The theatrics were really quite well done. I wondered how many times that had been rehearsed. How many times this scene had been re-enacted for pledge classes past.

“Come on, you guys,” Erik said, sternly, clapping his hands together. “We can do this.” Pretty mediocre pep speech from our Dear Leader. He turned to me. “Where the fuck were you last night?”

“I passed out on Kevin Malley’s couch,” I told him. “I couldn’t, like, get back to campus. I was pretty drunk.”

“I was, too,” Tripp said. “Shit, man, I thought you hooked up or something. You kind of disappeared.”

“No,” I said. “I got kicked out, ran into Kevin.”

“Ran into him with your barf,” Morton added, with a smile, walking by.

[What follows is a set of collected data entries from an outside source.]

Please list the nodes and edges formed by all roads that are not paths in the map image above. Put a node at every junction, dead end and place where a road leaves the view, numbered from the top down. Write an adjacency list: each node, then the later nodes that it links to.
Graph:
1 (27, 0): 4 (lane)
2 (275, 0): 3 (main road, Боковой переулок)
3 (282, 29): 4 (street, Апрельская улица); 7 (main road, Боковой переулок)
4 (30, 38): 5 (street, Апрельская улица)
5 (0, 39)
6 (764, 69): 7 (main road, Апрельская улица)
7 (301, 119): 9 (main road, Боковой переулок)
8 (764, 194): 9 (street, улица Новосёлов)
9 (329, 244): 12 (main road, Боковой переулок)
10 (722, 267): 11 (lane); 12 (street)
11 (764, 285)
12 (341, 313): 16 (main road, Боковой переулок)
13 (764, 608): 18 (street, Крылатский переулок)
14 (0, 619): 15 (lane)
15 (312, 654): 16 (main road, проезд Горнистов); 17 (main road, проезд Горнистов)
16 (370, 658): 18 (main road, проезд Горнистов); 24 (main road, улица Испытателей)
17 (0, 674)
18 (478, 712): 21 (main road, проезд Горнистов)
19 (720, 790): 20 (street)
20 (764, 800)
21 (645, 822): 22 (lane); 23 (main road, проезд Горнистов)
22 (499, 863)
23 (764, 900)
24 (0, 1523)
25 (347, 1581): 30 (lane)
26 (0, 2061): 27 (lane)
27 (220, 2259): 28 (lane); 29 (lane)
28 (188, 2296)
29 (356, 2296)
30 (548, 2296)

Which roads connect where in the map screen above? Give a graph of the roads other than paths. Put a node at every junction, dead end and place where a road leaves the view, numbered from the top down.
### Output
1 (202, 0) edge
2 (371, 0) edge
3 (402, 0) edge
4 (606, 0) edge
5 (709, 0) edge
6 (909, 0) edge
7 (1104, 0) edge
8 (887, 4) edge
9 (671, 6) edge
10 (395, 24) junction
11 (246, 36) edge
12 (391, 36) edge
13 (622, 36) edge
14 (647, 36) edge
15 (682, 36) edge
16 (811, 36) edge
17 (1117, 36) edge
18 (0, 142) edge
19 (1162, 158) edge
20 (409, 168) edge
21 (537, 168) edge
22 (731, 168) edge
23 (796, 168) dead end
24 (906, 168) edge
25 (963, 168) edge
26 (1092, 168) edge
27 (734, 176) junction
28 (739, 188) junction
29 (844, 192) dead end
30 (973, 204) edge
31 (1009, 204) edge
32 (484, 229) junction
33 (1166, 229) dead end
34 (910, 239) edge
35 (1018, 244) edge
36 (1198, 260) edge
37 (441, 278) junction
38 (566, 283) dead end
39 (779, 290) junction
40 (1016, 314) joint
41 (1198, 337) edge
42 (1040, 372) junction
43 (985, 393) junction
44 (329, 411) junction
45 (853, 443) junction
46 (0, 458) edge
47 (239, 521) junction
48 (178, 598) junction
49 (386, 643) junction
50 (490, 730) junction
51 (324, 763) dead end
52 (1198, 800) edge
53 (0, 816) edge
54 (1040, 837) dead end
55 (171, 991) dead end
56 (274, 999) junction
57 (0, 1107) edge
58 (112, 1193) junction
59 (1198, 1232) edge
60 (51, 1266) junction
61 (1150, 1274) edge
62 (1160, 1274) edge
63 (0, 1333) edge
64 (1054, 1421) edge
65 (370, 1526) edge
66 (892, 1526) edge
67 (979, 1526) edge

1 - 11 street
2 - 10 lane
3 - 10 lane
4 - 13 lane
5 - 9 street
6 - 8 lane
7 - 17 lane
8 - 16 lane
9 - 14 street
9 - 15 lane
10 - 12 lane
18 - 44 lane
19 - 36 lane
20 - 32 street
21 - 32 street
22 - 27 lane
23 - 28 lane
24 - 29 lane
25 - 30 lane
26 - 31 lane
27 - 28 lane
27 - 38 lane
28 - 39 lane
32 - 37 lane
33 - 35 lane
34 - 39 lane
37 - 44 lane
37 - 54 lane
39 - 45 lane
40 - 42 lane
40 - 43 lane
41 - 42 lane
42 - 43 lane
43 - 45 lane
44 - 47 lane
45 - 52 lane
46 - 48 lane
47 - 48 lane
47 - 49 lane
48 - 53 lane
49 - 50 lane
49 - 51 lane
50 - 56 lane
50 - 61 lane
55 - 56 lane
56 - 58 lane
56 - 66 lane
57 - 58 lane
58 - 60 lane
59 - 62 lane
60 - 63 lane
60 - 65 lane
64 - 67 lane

“Yeah,” I said, gingerly willing to admit to this story if only because it was far less incriminating than anything else anyone could suspect. “I puked on Kevin Malley at Bruno's and we got kicked out.”

Tripp started giggling. I saw Patrick ManFind turn around and glare at me, and I remembered his whole thing with vomit all of the sudden. I wondered what had happened with him or Ben last night. If one of them had puked all over, too. I didn’t want to hate Patrick, but part of me kind of did, and part of me hoped he had been sitting somewhere last night covered in lots of vomit.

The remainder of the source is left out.